BEGIN Data
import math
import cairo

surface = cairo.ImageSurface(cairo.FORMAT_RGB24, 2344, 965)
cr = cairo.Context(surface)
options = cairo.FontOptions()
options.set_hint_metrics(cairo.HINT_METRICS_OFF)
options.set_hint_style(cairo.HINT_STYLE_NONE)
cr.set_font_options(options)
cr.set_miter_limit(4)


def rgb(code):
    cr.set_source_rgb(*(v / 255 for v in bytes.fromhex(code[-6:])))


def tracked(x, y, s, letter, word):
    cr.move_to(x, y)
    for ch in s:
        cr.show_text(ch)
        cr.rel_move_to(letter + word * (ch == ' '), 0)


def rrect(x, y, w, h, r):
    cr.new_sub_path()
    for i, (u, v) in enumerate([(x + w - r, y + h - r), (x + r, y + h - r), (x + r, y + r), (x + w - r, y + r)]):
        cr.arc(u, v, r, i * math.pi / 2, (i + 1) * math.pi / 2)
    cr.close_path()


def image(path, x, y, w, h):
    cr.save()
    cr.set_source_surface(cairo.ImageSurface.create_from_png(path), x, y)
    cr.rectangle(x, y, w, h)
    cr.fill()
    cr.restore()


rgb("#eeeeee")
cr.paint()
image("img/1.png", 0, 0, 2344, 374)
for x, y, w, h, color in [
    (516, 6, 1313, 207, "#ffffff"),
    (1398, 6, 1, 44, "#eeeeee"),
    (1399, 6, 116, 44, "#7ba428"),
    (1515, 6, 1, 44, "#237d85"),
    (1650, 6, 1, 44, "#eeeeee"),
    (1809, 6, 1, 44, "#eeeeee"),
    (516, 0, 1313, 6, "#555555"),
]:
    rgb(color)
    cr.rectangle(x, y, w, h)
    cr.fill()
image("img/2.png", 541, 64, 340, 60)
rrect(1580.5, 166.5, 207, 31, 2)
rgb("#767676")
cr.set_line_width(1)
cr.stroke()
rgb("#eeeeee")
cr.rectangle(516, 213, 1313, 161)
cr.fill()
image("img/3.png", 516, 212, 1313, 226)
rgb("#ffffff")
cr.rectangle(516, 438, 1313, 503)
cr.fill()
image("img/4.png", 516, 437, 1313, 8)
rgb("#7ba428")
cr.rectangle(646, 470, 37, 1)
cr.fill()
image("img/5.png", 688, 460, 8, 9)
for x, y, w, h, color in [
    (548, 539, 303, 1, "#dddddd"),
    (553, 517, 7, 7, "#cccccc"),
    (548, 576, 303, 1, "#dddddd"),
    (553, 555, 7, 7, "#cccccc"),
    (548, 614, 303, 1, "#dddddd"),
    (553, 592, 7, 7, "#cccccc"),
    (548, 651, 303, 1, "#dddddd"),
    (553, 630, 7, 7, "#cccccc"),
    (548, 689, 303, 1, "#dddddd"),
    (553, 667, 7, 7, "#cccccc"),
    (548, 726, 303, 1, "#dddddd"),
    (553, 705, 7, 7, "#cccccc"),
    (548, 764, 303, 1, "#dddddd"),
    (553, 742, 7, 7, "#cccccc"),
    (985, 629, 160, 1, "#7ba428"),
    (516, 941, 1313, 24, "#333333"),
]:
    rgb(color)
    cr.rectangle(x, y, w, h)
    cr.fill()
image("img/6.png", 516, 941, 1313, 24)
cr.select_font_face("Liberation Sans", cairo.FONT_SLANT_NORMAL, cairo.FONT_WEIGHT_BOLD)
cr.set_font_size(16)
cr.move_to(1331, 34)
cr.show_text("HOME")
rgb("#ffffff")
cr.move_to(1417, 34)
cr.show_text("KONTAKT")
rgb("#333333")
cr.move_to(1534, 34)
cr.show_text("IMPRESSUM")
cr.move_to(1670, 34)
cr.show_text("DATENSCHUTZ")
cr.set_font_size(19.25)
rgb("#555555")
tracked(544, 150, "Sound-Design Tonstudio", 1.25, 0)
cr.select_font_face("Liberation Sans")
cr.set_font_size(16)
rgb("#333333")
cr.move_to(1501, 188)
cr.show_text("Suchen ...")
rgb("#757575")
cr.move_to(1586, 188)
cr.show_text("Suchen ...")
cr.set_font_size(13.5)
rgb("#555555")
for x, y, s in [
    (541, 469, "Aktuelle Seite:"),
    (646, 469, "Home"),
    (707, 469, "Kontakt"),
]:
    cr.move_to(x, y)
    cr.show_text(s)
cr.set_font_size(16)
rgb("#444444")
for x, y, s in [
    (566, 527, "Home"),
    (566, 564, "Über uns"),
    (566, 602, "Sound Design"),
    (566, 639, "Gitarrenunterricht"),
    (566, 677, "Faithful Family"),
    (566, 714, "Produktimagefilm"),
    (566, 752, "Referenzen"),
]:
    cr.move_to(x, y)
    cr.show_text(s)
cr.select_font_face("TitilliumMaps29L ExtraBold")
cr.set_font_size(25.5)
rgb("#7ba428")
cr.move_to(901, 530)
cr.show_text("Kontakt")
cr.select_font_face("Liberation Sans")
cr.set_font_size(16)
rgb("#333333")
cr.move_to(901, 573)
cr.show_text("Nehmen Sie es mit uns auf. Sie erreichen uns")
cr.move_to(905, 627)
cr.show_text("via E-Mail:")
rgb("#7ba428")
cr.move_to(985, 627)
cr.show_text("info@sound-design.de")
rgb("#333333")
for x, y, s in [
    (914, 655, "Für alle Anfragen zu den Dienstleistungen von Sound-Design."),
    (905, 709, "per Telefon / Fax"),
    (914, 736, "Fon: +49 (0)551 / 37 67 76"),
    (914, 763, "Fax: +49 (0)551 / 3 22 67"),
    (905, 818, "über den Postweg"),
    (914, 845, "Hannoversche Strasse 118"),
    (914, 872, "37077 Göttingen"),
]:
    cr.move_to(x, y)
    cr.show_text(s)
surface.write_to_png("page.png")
END Data
◆ Your instructions: Pull out the lines above in which the word "code" appears.

◆ Reply:
def rgb(code):
    cr.set_source_rgb(*(v / 255 for v in bytes.fromhex(code[-6:])))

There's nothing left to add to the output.